Urinalysis: 1-2+ proteinuria, hematuria, pyuria
Sediment may have eosinophils if cause is drug reaction
Hyperkalemia or metabolic acidosis common
FENa usually > 3 % due to tubular involvement
Course: If recognized and treated early, AIN usually reverses. Often a biopsy diagnosis.
Sepsis-related AIN responds to treatment of infection
Allergic AIN responds to withdrawal of allergen
Short course of cortocosteroids may be of benefit.
PATHOPHYSIOLOGICAL CONSEQUENCES OF ACUTE
RENAL FAILURE
1. LOW GFR MANIFESTED BY HIGH PLASMA CREATININE AND BUN, LEADS TO RETENTION OF TOXINS WHICH CAUSE UREMIA.

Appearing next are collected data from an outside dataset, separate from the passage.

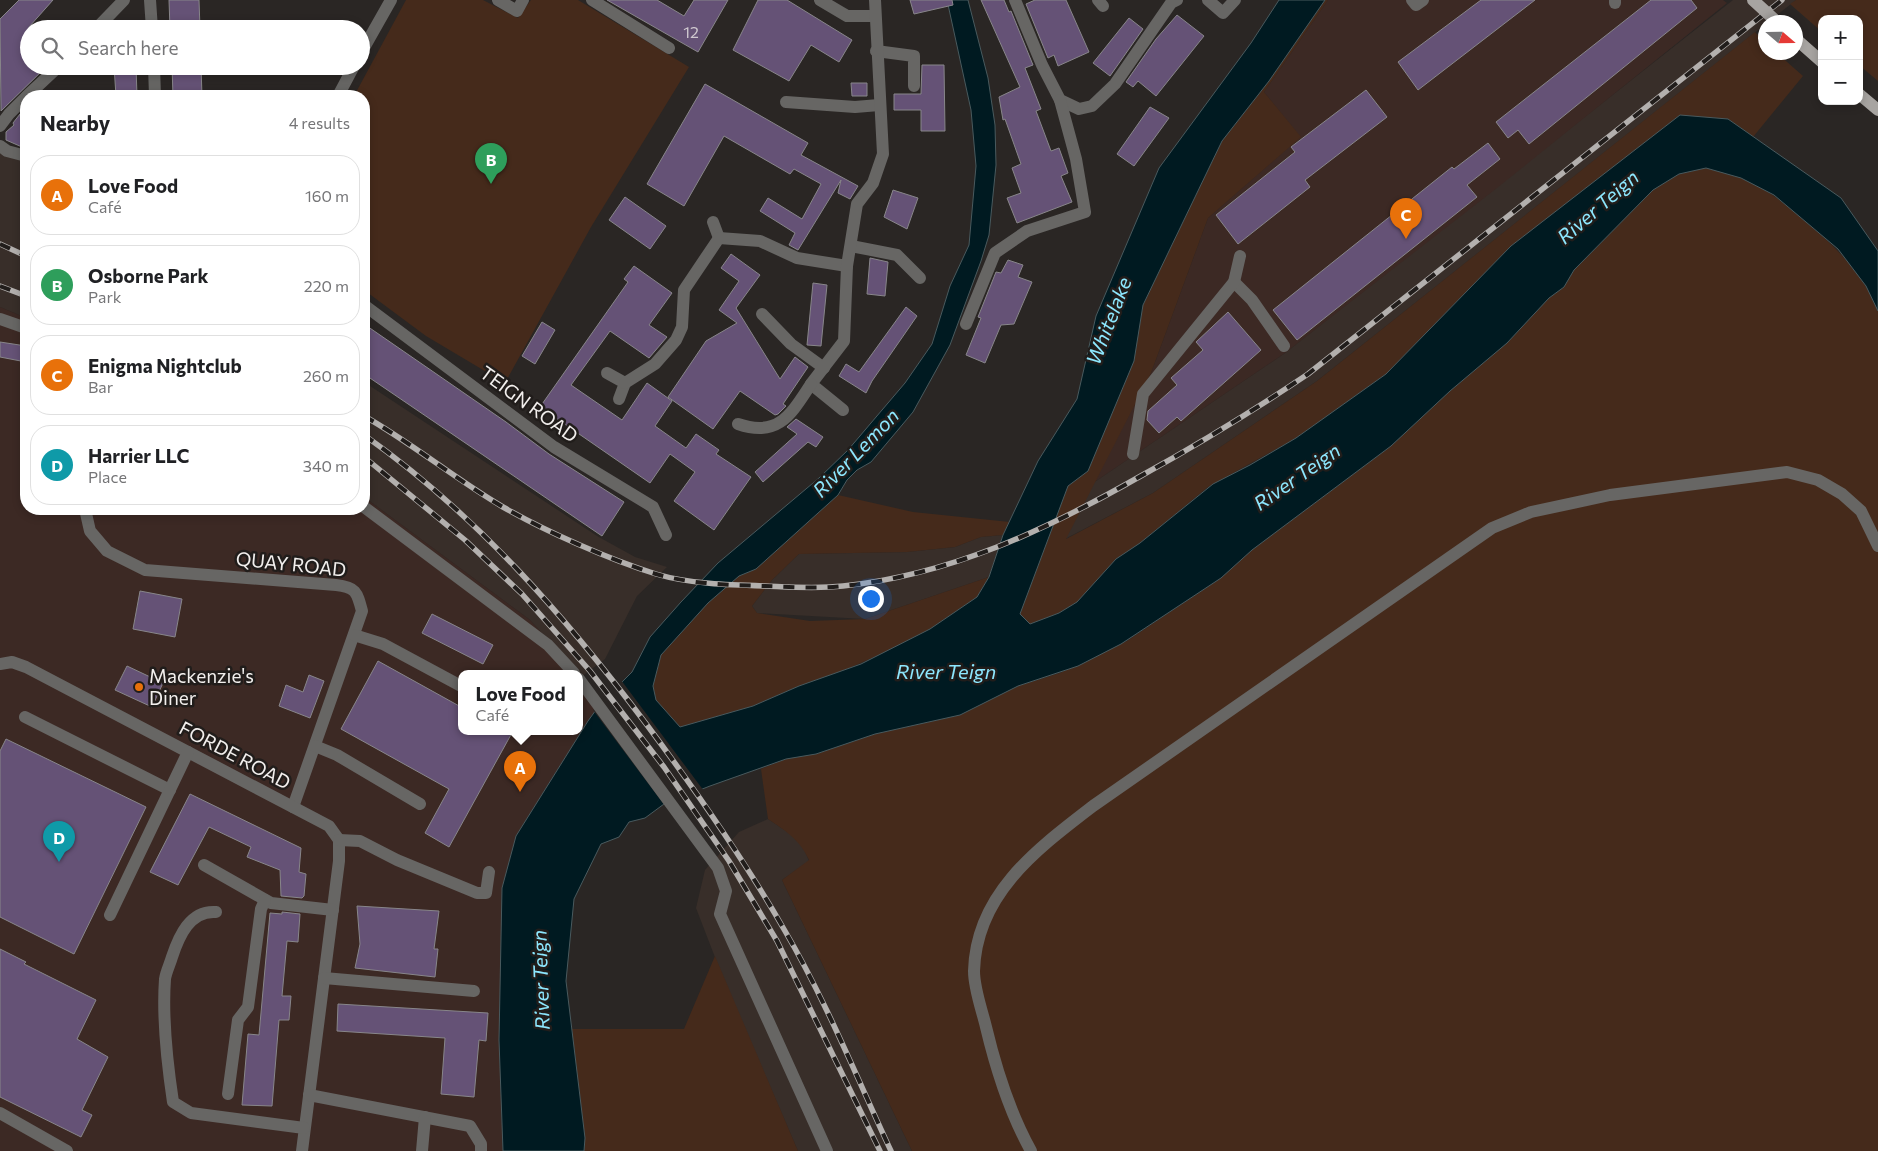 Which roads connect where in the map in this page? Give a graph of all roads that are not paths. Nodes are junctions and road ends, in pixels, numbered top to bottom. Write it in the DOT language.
graph roads {
  1 [pos="124,0"];
  2 [pos="150,0"];
  3 [pos="391,0"];
  4 [pos="498,0"];
  5 [pos="523,0"];
  6 [pos="592,0"];
  7 [pos="820,0"];
  8 [pos="874,0"];
  9 [pos="1015,0"];
  10 [pos="1208,0"];
  11 [pos="1235,0"];
  12 [pos="1412,0"];
  13 [pos="1423,0"];
  14 [pos="1753,0"];
  15 [pos="1174,1"];
  16 [pos="1769,15"];
  17 [pos="875,16"];
  18 [pos="105,20"];
  19 [pos="151,20"];
  20 [pos="370,37"];
  21 [pos="1803,46"];
  22 [pos="669,48"];
  23 [pos="876,51"];
  24 [pos="1820,60"];
  25 [pos="50,75"];
  26 [pos="154,75"];
  27 [pos="349,75"];
  28 [pos="914,86"];
  29 [pos="34,90"];
  30 [pos="155,90"];
  31 [pos="341,90"];
  32 [pos="1863,97"];
  33 [pos="1060,100"];
  34 [pos="786,102"];
  35 [pos="20,104"];
  36 [pos="879,105"];
  37 [pos="1878,110"];
  38 [pos="0,126"];
  39 [pos="0,146"];
  40 [pos="20,155"];
  41 [pos="713,222"];
  42 [pos="719,238"];
  43 [pos="851,246"];
  44 [pos="1240,256"];
  45 [pos="847,266"];
  46 [pos="920,278"];
  47 [pos="1234,282"];
  48 [pos="370,309"];
  49 [pos="762,314"];
  50 [pos="0,319"];
  51 [pos="966,324"];
  52 [pos="20,326"];
  53 [pos="1284,346"];
  54 [pos="824,368"];
  55 [pos="607,372"];
  56 [pos="625,383"];
  57 [pos="811,384"];
  58 [pos="619,399"];
  59 [pos="843,410"];
  60 [pos="738,424"];
  61 [pos="1132,454"];
  62 [pos="370,512"];
  63 [pos="86,515"];
  64 [pos="666,535"];
  65 [pos="1878,546"];
  66 [pos="354,635"];
  67 [pos="0,663"];
  68 [pos="571,670"];
  69 [pos="458,684"];
  70 [pos="583,684"];
  71 [pos="25,717"];
  72 [pos="315,746"];
  73 [pos="188,752"];
  74 [pos="170,790"];
  75 [pos="420,804"];
  76 [pos="293,807"];
  77 [pos="339,840"];
  78 [pos="204,865"];
  79 [pos="489,872"];
  80 [pos="266,900"];
  81 [pos="333,910"];
  82 [pos="216,912"];
  83 [pos="110,916"];
  84 [pos="324,978"];
  85 [pos="474,991"];
  86 [pos="228,1094"];
  87 [pos="309,1095"];
  88 [pos="0,1113"];
  89 [pos="425,1117"];
  90 [pos="304,1128"];
  91 [pos="67,1151"];
  92 [pos="302,1151"];
  93 [pos="422,1151"];
  94 [pos="482,1151"];
  95 [pos="827,1151"];
  96 [pos="1031,1151"];
  1 -- 18 [label="street"];
  2 -- 19 [label="street"];
  3 -- 20 [label="street"];
  4 -- 5 [label="street"];
  6 -- 22 [label="street"];
  7 -- 17 [label="street"];
  8 -- 17 [label="street"];
  9 -- 33 [label="street"];
  10 -- 11 [label="street"];
  12 -- 13 [label="street"];
  14 -- 16 [label="main road, bridge"];
  15 -- 33 [label="street"];
  17 -- 23 [label="street"];
  21 -- 24 [label="main road"];
  23 -- 28 [label="street"];
  23 -- 36 [label="street"];
  25 -- 29 [label="street"];
  26 -- 30 [label="street"];
  27 -- 31 [label="street"];
  32 -- 37 [label="main road"];
  33 -- 51 [label="street"];
  34 -- 36 [label="street"];
  35 -- 38 [label="street"];
  36 -- 43 [label="street"];
  39 -- 40 [label="street"];
  41 -- 42 [label="street"];
  42 -- 45 [label="street"];
  42 -- 56 [label="street"];
  43 -- 45 [label="street"];
  43 -- 46 [label="street"];
  44 -- 47 [label="street"];
  45 -- 54 [label="street"];
  47 -- 53 [label="street"];
  47 -- 61 [label="street"];
  48 -- 64 [label="street, TEIGN ROAD"];
  49 -- 54 [label="street"];
  50 -- 52 [label="street"];
  54 -- 57 [label="street"];
  55 -- 56 [label="street"];
  56 -- 58 [label="street"];
  57 -- 59 [label="street"];
  57 -- 60 [label="street"];
  62 -- 68 [label="street"];
  63 -- 66 [label="street, QUAY ROAD"];
  65 -- 96 [label="street"];
  66 -- 69 [label="street"];
  66 -- 72 [label="street, QUAY ROAD"];
  67 -- 73 [label="street, FORDE ROAD"];
  70 -- 95 [label="street"];
  71 -- 74 [label="street"];
  72 -- 75 [label="street"];
  72 -- 76 [label="street, QUAY ROAD"];
  73 -- 74 [label="street"];
  73 -- 76 [label="street, FORDE ROAD"];
  74 -- 83 [label="street"];
  76 -- 77 [label="street, FORDE ROAD"];
  77 -- 79 [label="street"];
  77 -- 81 [label="street"];
  78 -- 80 [label="street"];
  80 -- 81 [label="street"];
  80 -- 86 [label="street"];
  81 -- 84 [label="street"];
  82 -- 90 [label="street"];
  84 -- 85 [label="street"];
  84 -- 87 [label="street"];
  87 -- 89 [label="street"];
  87 -- 90 [label="street"];
  88 -- 91 [label="street"];
  89 -- 93 [label="street"];
  89 -- 94 [label="street"];
  90 -- 92 [label="street"];
}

2. IMPAIRED SODIUM HANDLING. SODIUM EXCRETION IS FIXED AND DEPENDENT ON URINE VOLUME. RELATED CLINICAL PROBLEMS ARE:
A) SODIUM DEFICIT (VOLUME CONTRACTION)
B) SODIUM EXCESS (VOLUME EXPANSION)
3. IMPAIRED ABILITY TO CONCENTRATE AND DILUTE THE URINE. RELATED CLINICAL PROBLEMS ARE: HYPER AND HYPONATREMIA. URINE VOLUME MAY RANGE FROM 3-5 L/DAY TO LESS THAN 400 ML/DAY. COMPLETE ANURIA IS RARE EXCEPT IN BILATERAL CORTICAL NECROSIS. POLYURIC ACUTE RENAL FAILURE IS USUALLY INDICATIVE OF A MILD TO MODERATELY SEVERE INSULT WHILE MARKED OLIGURIA IS SEEN IF TUBULAR INJURY IS SEVERE AND GFR IS VERY LOW.
4. IMPAIRED POTASSIUM HANDLING. POTASSIUM EXCRETION IS FIXED AND DEPENDENT ON URINE VOLUME. RELATED CLINICAL PROBLEMS ARE: HYPO AND HYPERKALEMIA.
5. IMPAIRED ACID EXCRETION. URINE pH IS TYPICALLY LOW 5.5 TO 5.0 THIS REFLECTS A NORMAL ABILITY OF THE COLLECTING DUCT TO REABSORB THE VERY SMALL AMOUNTS OF HCO3- THAT ARE FILTERED AND REACH THE DISTAL TUBULE AND THE ABILITY OF THE COLLECTING DUCT TO MAINTAIN A STEEP LUMEN TO BLOOD H+ GRADIENT. TITRATIABLE ACIDITY AND AMMONIUM EXCRETION ARE DEPRESSED.